Molar mass of methanol \(\left(\mathrm{CH}_3 \mathrm{OH}\right)=32 \mathrm{~g} \mathrm{~mol}^{-1}\) \(=0.032 \mathrm{~kg} \mathrm{~mol}^{-1}\)
As Molarity
\(=\frac{\text { mass of solute }}{\text { molar mass of solute } \times \text { volume of solution }}\)
We can write molarity \(=\frac{\text { density of solution }}{\text { molar mass of solute }}\)
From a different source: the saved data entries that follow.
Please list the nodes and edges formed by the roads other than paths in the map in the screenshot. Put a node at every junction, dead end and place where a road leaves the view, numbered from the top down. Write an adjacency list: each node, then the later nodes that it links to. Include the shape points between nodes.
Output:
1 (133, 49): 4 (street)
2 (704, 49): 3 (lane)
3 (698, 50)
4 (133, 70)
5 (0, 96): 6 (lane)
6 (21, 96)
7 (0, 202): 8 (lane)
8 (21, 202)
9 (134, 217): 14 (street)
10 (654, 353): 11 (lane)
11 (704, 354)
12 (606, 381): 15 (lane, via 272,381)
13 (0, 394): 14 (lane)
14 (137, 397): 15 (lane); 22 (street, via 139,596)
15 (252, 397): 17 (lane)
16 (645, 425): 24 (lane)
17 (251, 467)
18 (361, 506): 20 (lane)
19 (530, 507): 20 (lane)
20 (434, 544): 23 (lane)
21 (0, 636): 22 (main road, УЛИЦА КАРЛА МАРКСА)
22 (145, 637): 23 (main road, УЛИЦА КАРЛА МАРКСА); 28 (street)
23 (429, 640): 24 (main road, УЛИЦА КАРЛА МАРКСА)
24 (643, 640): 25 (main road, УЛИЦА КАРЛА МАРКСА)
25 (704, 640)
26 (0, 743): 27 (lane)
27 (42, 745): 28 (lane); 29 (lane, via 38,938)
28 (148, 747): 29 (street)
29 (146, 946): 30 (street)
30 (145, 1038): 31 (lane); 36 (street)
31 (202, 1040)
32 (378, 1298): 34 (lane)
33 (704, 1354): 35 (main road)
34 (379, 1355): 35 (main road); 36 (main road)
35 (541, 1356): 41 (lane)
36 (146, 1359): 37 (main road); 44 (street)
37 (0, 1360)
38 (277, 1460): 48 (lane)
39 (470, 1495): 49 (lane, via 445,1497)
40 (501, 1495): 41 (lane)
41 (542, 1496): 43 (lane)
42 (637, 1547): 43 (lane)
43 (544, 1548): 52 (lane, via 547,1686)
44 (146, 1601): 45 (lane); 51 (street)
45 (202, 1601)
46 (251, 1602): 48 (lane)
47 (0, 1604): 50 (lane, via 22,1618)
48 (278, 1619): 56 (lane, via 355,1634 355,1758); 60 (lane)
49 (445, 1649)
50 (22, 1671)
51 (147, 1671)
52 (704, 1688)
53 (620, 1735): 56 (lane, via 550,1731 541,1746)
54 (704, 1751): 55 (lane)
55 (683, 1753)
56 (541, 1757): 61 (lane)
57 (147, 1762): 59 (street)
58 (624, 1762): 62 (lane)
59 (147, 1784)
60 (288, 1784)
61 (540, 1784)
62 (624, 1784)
Thus the molarity of the given solution will be
\(\frac{0.793 \mathrm{~kg} \mathrm{~L}^{-1}}{0.032 \mathrm{~kg} \mathrm{~mol}^{-1}}=24.78 \mathrm{~mol} \mathrm{~L}^{-1}\)
Applying \(\mathrm{M}_1 \times \mathrm{V}_1=\mathrm{M}_2 \times \mathrm{V}_2\)
\(\begin{array}{ll}\text { (Given } & \text { (Solution to } \\ \text { solution) } & \text { be prepared) }\end{array}\)
\(24.78 \times \mathrm{V}_1=0.25 \times 2.5 \mathrm{~L}\)
or \(\mathrm{V}_1=0.02522 \mathrm{~L}=25.22 \mathrm{~mL}\)